January means low sun angles through the leafless skeletons of the birch trees on the commons, never rising high, always a cold light and quick to fall below the hillside opposite whilst I am still cutting the young birch for poles, flower stakes, peasticks and besom brooms before the buds swell.

But February chills to the bone, and it was a bitter freezing winter which seemed it would surely go on for ever, perhaps we’d never even make it to the Spring. You need a fire (with baked potatoes) just to make it through the end of each day as the cold seems to seep up through my feet and into my bones.

But just when it seemed least likely Spring did arrive, and in the Gower on my annual beachcombing holiday it was scented with Coconut from the gorse flowers.

Working outside in April is rarely that much of a pleasure but as Spring got a grip, the days lengthened and the evenings spread themselves we had some wonderful sunsets – and not a drop of rain.

From a late start Spring was indeed Sprung rushing headlong into an early Summer with endless blue skies and talk of drought – yes this is still England I am talking about. By May and the Beltain celebration at Butser Ancient Farm, you could have been forgiven for thinking it had been warm and sunny all year. But Winters over the summer show season starts here.

Sadly the sunny weather was interrupted by the usual annual rainfall for the 21st  Bodgers ball (held at lower Brockhampton, Herefordshire) and again at the West Country (underwater) scythe festival at Muchelney, but the heat returned late in June, if only for the Wimpole Hall, Scything and Smallholders weekend near Cambridge. Andy Coleman is leading Ded on the brushcutter on a blazing hot afternoon on the lawns in front of Wimpole. The less said about my own shambolic performance the better!

Something of a building theme emerging in these photos and closer to home things have been afoot all year at Swan Barn Farm the base for the the National Trust team in Haslemere. A new cruck framed timber building emerges next to the barn. Built almost entirely with materials from the farm itself or a within a few miles it’s the vision of Dave Elliott the head warden and his team and the first cruck is raised guided by Ben Law.

By August the charcoal burning season is at it’s peak, the logs are good and dry (we hope) and the burns go fast and well, but in the back of my mind I know that time is passing and that this is the time to be starting to try and get ahead with both the charcoal and firewood before it’s too late.

The summer season has been busy with woodfairs, shows, work in the woods and scything reaching a climax in September as the end of term party season gets into full swing – plenty of work to do as well on polelathe and shavehorse – but a definite sense of the seasons shifting, heavy dews in the mornings and a chill in the evenings.

Which brings us inexorably to October and the apple harvest. Not mine this one sadly, these Kingston Blacks are waiting to go into the mill at the New Forest Cider Farm, Burley, though I did manage to press about a third of a tonne of apples myself this year.  Autumn is my favourite season with all the colours changing and all the senses of colour, smell, feel and texture all heightened by the inevitable end coming. A bitter sweet time of year, sweet with the harvest but bitter with chill of approaching winter.

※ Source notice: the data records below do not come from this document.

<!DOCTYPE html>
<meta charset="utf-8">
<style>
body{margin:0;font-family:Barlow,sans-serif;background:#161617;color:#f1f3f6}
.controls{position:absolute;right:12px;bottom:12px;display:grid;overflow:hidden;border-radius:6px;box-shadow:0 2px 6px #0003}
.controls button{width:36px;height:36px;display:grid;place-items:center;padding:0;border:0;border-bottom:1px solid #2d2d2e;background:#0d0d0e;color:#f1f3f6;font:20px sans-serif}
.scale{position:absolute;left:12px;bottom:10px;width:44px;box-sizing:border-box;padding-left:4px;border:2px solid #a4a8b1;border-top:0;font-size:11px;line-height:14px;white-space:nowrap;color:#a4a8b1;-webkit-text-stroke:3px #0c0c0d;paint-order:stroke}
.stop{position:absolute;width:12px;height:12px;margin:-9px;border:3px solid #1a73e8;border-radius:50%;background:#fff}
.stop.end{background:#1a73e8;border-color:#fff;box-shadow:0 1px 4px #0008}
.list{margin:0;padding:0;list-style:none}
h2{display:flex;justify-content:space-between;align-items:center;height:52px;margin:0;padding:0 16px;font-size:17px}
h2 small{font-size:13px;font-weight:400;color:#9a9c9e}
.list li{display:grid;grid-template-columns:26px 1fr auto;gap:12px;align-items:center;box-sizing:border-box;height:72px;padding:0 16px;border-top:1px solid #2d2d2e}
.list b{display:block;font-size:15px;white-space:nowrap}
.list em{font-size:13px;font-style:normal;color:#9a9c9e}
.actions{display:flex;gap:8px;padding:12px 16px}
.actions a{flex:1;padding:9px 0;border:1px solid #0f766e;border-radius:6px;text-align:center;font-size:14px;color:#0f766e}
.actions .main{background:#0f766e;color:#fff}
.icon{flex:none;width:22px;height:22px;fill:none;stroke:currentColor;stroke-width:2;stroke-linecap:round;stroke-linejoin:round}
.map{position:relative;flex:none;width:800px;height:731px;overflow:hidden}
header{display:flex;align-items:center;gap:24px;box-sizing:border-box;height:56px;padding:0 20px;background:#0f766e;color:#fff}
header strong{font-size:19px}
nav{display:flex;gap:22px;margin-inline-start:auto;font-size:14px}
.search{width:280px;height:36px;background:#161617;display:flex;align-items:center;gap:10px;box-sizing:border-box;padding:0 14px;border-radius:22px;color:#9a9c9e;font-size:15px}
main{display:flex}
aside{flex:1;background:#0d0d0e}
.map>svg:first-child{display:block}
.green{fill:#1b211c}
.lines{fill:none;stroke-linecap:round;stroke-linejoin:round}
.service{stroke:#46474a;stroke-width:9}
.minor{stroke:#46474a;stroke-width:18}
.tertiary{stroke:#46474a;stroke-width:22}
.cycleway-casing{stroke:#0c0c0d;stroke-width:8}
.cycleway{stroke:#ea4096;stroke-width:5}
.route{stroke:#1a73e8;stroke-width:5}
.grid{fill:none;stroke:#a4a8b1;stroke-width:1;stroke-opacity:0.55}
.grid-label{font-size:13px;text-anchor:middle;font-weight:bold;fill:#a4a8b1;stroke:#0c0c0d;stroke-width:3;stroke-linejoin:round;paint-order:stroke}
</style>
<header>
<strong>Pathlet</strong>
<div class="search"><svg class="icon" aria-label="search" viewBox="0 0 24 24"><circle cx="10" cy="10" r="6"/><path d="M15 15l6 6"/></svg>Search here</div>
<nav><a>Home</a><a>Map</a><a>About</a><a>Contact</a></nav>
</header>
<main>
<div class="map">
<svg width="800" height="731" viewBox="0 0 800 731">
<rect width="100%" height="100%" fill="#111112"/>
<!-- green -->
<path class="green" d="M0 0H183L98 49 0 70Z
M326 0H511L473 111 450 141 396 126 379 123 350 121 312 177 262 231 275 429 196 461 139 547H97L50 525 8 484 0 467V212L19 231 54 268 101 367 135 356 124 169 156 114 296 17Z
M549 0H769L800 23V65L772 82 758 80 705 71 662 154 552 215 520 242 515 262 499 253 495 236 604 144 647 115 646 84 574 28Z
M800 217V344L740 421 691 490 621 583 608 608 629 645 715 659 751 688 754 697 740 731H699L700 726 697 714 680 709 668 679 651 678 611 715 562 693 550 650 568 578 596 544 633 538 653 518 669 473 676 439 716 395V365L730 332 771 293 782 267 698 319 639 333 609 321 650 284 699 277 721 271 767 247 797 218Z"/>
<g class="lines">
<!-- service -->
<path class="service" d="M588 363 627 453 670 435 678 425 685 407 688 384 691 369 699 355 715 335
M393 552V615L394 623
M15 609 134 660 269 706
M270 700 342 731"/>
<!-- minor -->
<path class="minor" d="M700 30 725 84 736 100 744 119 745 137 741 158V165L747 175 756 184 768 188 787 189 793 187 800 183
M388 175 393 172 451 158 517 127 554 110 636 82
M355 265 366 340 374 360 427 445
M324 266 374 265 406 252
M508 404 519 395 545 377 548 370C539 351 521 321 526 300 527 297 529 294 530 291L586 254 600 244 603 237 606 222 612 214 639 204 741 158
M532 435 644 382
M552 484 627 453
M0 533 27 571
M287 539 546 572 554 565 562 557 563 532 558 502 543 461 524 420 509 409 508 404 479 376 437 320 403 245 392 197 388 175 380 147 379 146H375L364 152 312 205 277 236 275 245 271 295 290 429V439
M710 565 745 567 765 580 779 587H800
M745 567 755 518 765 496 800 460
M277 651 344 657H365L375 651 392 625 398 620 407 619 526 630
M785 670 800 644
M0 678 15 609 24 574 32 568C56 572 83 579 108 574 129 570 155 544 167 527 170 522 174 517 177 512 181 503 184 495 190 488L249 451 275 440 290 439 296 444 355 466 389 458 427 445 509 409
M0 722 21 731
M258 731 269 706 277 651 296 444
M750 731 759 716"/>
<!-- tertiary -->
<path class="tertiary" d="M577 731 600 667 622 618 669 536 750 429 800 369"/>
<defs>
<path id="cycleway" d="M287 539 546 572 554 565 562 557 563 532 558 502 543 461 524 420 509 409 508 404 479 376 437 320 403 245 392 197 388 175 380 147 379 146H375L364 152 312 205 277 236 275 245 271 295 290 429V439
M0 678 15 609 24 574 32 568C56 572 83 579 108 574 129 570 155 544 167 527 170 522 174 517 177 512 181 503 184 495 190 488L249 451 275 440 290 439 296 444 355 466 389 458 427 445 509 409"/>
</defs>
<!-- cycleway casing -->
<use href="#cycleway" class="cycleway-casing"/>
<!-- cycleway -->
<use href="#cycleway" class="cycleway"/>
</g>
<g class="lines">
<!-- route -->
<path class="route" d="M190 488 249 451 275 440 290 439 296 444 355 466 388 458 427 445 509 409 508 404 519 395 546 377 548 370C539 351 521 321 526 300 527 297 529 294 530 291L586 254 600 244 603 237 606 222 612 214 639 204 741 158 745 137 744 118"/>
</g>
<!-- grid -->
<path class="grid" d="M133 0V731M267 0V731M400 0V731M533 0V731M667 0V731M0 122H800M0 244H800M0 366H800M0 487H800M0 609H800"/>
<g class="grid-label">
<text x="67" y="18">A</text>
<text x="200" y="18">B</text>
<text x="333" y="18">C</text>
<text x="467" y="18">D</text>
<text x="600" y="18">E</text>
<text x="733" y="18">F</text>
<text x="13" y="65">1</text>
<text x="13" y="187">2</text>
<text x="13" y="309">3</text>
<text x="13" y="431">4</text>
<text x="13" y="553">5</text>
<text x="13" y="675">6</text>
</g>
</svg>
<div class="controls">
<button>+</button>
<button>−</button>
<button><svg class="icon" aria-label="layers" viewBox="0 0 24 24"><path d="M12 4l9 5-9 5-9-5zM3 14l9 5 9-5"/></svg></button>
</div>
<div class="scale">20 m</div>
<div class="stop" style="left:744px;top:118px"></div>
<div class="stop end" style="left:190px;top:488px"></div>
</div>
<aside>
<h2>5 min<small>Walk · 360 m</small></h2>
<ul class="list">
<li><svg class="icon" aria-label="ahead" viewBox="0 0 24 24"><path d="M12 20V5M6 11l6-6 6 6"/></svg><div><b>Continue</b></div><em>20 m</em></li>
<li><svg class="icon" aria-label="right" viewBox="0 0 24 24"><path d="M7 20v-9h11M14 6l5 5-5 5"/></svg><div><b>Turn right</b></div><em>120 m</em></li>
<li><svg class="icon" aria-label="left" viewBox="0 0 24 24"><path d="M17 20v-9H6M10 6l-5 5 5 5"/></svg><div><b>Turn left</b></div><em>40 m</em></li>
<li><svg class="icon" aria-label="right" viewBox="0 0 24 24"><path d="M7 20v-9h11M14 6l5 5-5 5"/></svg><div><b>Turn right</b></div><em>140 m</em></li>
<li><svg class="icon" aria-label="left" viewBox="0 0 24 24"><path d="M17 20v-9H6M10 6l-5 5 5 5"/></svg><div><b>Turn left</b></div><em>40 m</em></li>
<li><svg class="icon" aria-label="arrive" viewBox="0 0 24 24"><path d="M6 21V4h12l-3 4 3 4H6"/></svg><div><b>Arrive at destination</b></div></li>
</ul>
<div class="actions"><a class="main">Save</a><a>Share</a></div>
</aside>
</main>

Of course it wouldn’t be a true reflection upon the year without at least one landrover making it into the list and this year it’s got to be Puff (the magic landrover) who passed his MOT in April after a fairly extensive restoration. But with plenty of blue smoke billowing from the exhaust something had to be done and in November I finally managed to complete an engine rebuild thanks to Garry and Richard with plenty of boring, honing, torquing and bedding in to get him on the road in time for winter. Now got 100 miles on the clock, so running in should only last about another year!

We’re back in December with the sun lower in the sky catching on one of the leaded glass windows at the Weald & Downland Museum. I spent a lot of time with friends at the museum this year, demonstrating, teaching (drinking the cider – thanks Julian!) and helping out – it’s something of a spiritual home for me. I’m looking forward to spending more time there in the coming year and the reflection of the sun in the glass brings me back around the cycle to looking forwards towards the coming season. I wish you all the very best for 2o12.